In cleanup_tasks_async(), tasks that land in pending after asyncio.wait() are logged but never re-cancelled, then _active_tasks.clear() drops all references. These orphaned tasks continue running in the background with no owner.

#8 · bridge.py:54,62,77 — Tasks added during await asyncio.wait() window are lost

tasks = list(self._active_tasks) snapshots at line 54, but new tasks can be added to _active_tasks during the await asyncio.wait() call. The _active_tasks.clear() on line 77 then silently drops them.

#9 · bridge.py:35–36__del__ lacks try/except guard

Same pattern as #5 — if __init__ fails partway or during interpreter shutdown, cleanup_tasks() may raise.

#10 · acp/events.py:42publish() after close() leaks events

close() clears _events and _subscriptions, but doesn't set any closed flag. Subsequent publish() calls will re-accumulate events in _events with no subscribers — an unbounded memory leak. Add an _is_closed flag consistent with StateManager.

#11 · acp/events.py:27–92 — No is_closed attribute

StateManager exposes is_closed for callers to check, but AcpEventQueue has no equivalent. Inconsistent API across the cleanup surface.


P3 — Low (author discretion)

#12 · async_cleanup.py:95–100 — Lock design note

The lock correctly serializes register() vs close_all() — but only contingent on fixing #1. Currently a thread can register() while another thread's close_all() has already set _closed and cleared the dict.

#13 · bridge.py:31,212,214_active_tasks is a plain set (GIL-dependent)

Thread safety relies on the GIL. If this code ever runs on a free-threaded build (PEP 703), the set mutations will race. Low priority since ≥3.13 still has GIL by default.

#14 · bridge.py:79–103cancel_task_with_reason doesn't discard from _active_tasks

After cancelling a task, it remains in _active_tasks until the done callback fires. If cleanup_tasks_async() runs before the callback, the task appears twice. Minor, since asyncio.wait handles this, but worth a comment.

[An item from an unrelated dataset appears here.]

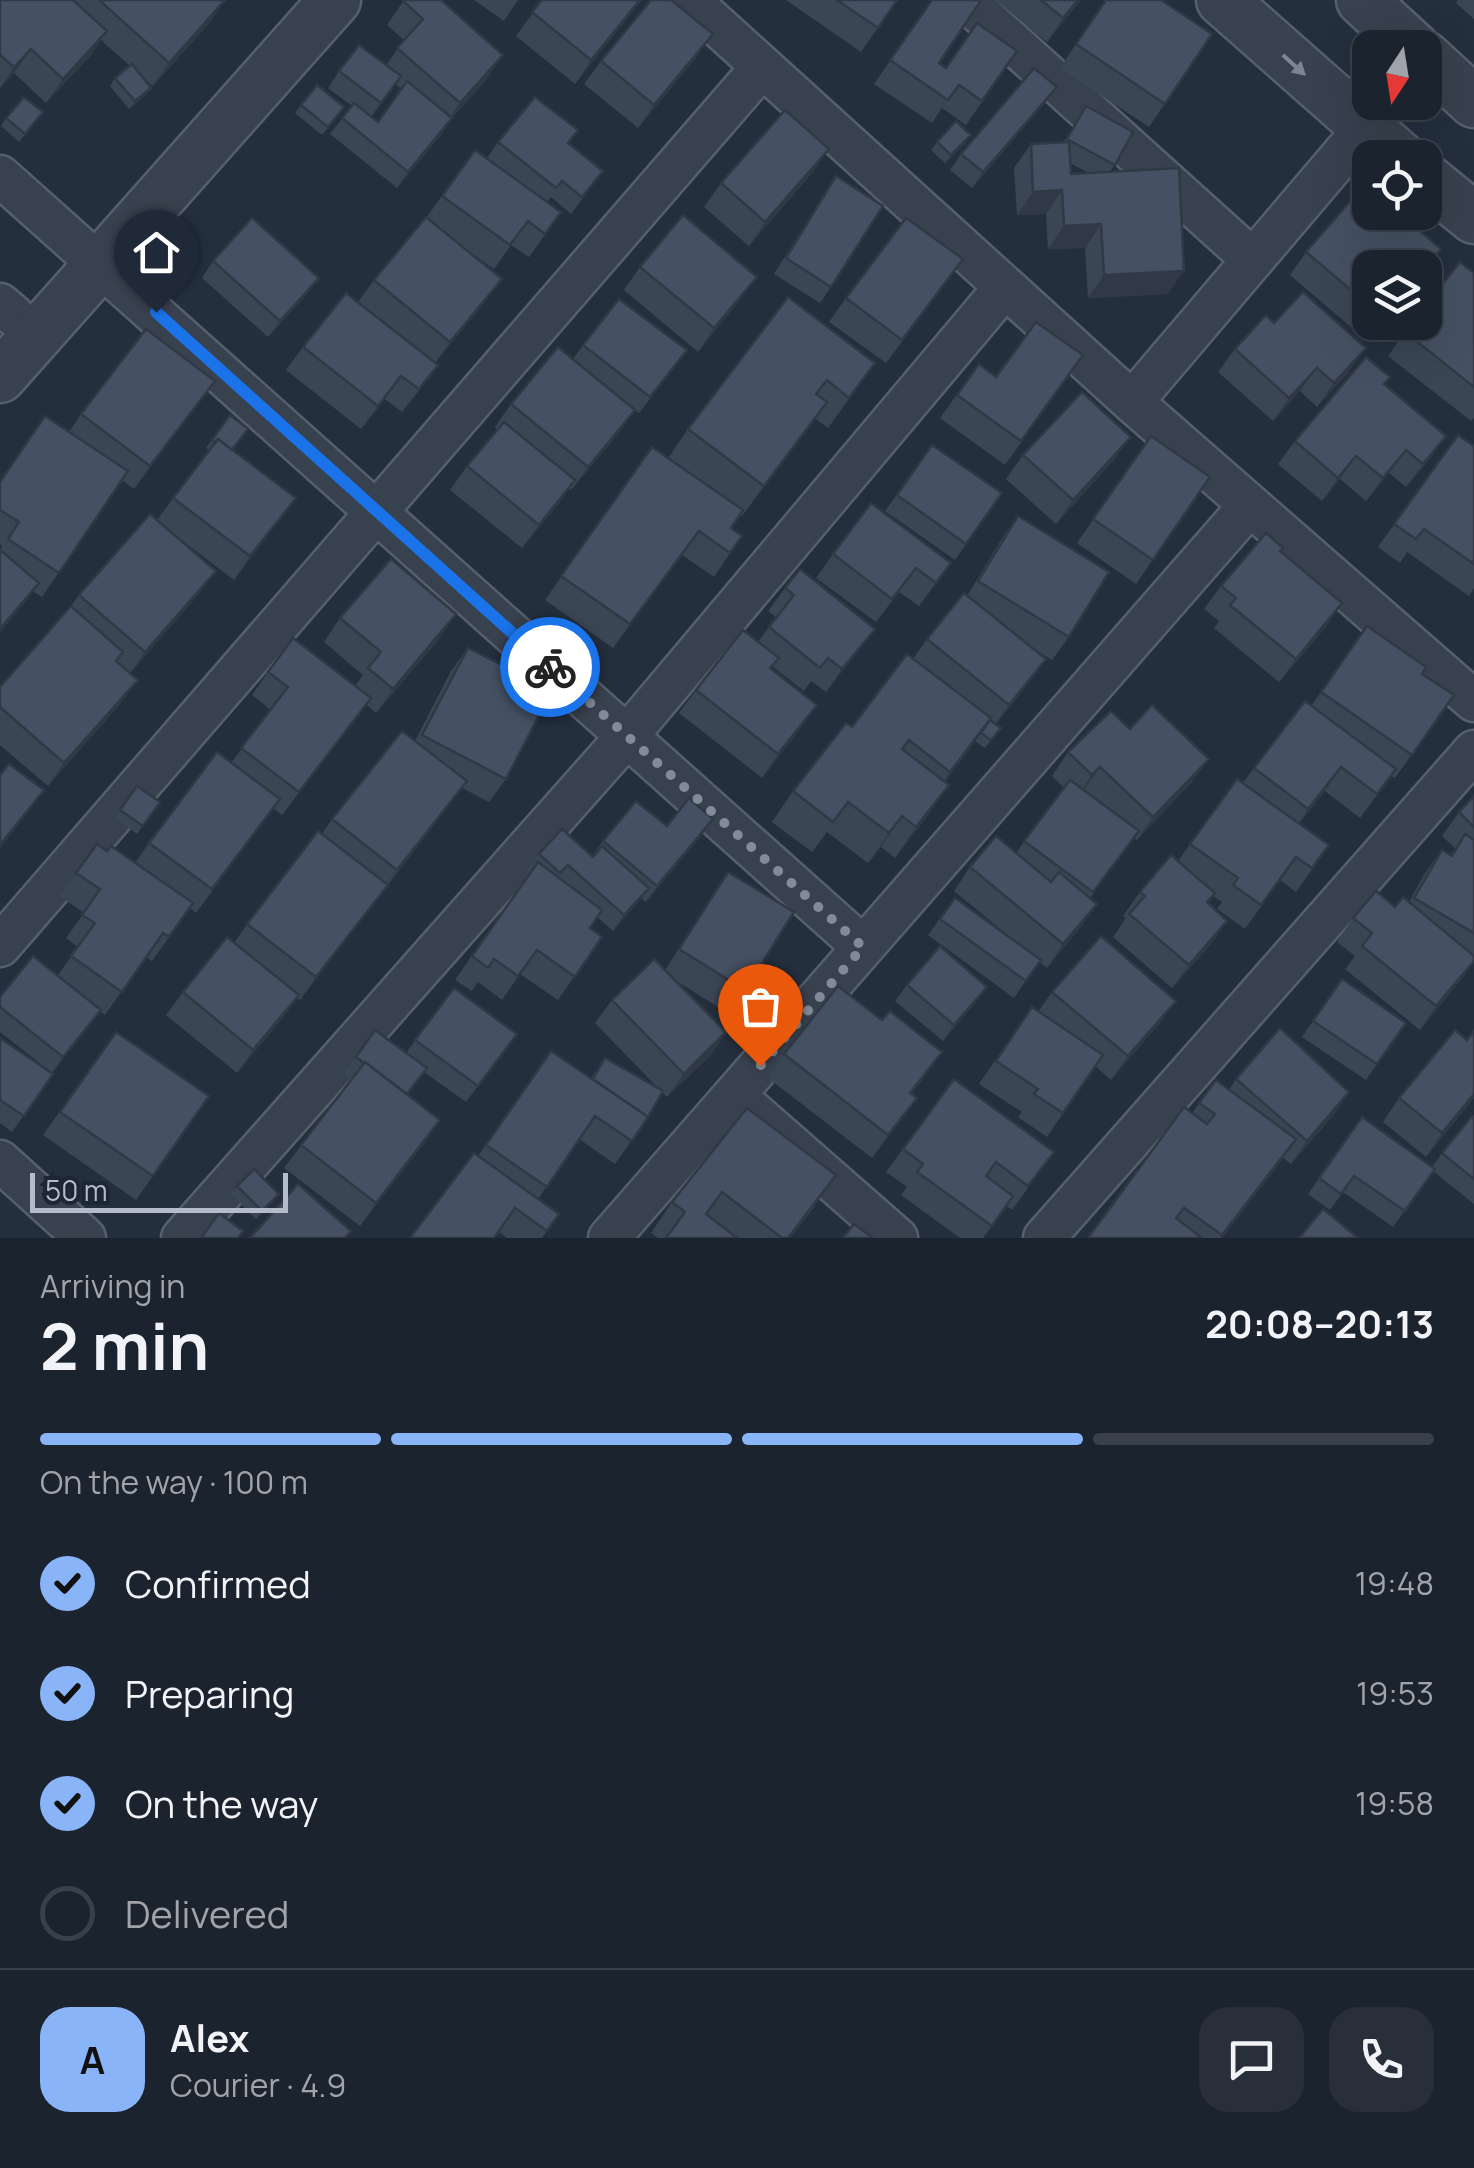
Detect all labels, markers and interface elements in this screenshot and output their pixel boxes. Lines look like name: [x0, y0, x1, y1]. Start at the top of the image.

#15 · state.py:190–192close() idempotency relies on plain bool

The if self.is_closed: return check is TOCTOU-racy if called from two threads simultaneously. Low priority since StateManager is typically single-threaded.

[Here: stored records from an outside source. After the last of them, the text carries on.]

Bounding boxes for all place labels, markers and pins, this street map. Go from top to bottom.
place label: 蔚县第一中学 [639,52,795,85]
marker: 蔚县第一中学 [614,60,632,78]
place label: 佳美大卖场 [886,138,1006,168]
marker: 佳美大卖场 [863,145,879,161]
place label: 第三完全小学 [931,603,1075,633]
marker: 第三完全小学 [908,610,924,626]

#16 · acp/events.py:88–89 — Non-atomic clear of two structures

_subscriptions.clear() then _events.clear() — a concurrent publish() between the two calls could see cleared subscriptions but non-cleared events. Minor since the code is single-threaded.


Test Coverage Gaps

T1 (aligns with #1, P0) — No scenario for register-after-close. The Behave suite has 14 scenarios but none calls register() after close_all(). This is the most critical missing test — it would have caught the P0 immediately.

T2 (aligns with #4, P1) — No scenario for state mutation after close. The tests verify is_closed is set, but never call update_state(), reset(), or time_travel() after close() to verify the guard.

T3 (aligns with #10, P2) — No scenario for publish-after-close on AcpEventQueue. Same pattern — verify behavior when the object is used after close().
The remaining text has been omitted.